Mountain in Gwynedd, Wales

Allt-fawr is a mountain in Snowdonia, North Wales and forms part of the Moelwynion group.

It is on the internal border of Snowdonia National Park, and overlooks the town of Blaenau Ffestiniog, with its numerous slate quarries, as well as Llyn Ystradau and Ffestiniog Power Station in Tanygrisiau. On the northern slope of Allt-fawr is the Oakeley Quarry, the world's largest underground slate mine. On the southern slope is the large Cwmorthin Quarry.

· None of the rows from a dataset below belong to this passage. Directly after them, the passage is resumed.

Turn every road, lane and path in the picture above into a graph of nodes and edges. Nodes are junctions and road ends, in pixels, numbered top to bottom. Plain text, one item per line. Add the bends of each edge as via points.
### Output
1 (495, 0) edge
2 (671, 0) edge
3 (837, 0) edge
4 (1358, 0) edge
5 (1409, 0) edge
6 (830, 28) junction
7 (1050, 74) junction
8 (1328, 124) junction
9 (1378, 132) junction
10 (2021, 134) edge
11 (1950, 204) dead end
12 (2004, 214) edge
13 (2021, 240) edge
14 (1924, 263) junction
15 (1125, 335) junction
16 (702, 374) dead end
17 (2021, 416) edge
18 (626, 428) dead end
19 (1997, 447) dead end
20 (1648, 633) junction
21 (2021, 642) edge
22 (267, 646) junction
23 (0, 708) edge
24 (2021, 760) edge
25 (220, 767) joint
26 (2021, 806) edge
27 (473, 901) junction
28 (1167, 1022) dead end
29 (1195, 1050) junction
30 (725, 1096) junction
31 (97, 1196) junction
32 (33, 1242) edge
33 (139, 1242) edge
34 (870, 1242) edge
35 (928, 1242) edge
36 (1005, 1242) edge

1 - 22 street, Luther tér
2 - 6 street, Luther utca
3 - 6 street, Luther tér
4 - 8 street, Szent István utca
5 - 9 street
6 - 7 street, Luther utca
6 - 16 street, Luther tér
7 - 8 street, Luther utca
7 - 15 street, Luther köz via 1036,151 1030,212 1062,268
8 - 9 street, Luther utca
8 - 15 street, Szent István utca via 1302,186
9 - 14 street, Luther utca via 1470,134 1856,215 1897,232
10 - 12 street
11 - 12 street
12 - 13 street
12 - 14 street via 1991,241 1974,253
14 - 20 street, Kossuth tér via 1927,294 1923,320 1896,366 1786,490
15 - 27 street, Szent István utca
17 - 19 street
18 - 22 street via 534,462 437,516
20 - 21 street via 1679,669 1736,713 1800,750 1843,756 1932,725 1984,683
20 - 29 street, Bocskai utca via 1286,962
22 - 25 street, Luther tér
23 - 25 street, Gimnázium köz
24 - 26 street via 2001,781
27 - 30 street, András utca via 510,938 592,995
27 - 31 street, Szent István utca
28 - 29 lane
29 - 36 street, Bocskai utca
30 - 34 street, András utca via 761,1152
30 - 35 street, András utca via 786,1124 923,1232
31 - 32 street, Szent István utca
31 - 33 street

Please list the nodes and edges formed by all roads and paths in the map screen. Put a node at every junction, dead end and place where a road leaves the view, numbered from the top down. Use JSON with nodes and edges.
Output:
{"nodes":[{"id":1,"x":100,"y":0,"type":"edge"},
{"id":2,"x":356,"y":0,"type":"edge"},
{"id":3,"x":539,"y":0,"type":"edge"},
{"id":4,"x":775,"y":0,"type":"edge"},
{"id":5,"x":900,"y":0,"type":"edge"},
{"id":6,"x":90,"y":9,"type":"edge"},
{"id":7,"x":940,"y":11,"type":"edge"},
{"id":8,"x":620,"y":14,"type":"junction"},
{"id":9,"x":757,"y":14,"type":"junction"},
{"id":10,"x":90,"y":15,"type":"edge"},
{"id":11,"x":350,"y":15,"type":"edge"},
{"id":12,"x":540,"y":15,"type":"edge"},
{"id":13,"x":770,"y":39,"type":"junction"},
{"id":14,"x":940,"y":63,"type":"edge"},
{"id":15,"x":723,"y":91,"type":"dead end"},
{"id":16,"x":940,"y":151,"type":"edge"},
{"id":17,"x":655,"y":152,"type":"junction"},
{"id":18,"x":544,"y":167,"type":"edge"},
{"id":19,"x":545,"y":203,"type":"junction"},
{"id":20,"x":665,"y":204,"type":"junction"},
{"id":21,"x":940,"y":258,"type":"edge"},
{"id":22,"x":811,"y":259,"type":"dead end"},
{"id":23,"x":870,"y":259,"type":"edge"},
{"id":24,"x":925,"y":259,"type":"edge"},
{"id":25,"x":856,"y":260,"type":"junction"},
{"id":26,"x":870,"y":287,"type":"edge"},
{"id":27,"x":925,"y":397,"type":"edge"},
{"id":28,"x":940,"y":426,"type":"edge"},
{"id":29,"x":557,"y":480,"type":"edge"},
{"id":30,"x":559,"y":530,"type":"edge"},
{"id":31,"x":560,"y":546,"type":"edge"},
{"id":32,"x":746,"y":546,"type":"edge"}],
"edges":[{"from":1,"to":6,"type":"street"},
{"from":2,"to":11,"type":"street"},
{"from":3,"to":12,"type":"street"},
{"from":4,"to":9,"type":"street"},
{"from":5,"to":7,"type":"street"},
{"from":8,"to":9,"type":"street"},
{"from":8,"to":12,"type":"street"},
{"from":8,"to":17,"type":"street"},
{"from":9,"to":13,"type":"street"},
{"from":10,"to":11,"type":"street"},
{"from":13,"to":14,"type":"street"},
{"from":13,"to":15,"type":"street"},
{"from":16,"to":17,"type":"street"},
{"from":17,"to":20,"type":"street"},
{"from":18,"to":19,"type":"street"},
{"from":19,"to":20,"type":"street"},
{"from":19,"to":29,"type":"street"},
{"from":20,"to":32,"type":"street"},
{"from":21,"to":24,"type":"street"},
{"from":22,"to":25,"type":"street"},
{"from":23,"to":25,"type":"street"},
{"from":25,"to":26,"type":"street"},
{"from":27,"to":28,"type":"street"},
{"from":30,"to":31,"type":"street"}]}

These two mines are joined underneath the summit of Allt-fawr and the extensive chambering and adits are visible on the surface of the mountain where underground workings have collapsed.

Between 1974 and 1997, the Gloddfa Ganol tourist attraction operated within the Oakeley Quarry on the south slope of the mountain.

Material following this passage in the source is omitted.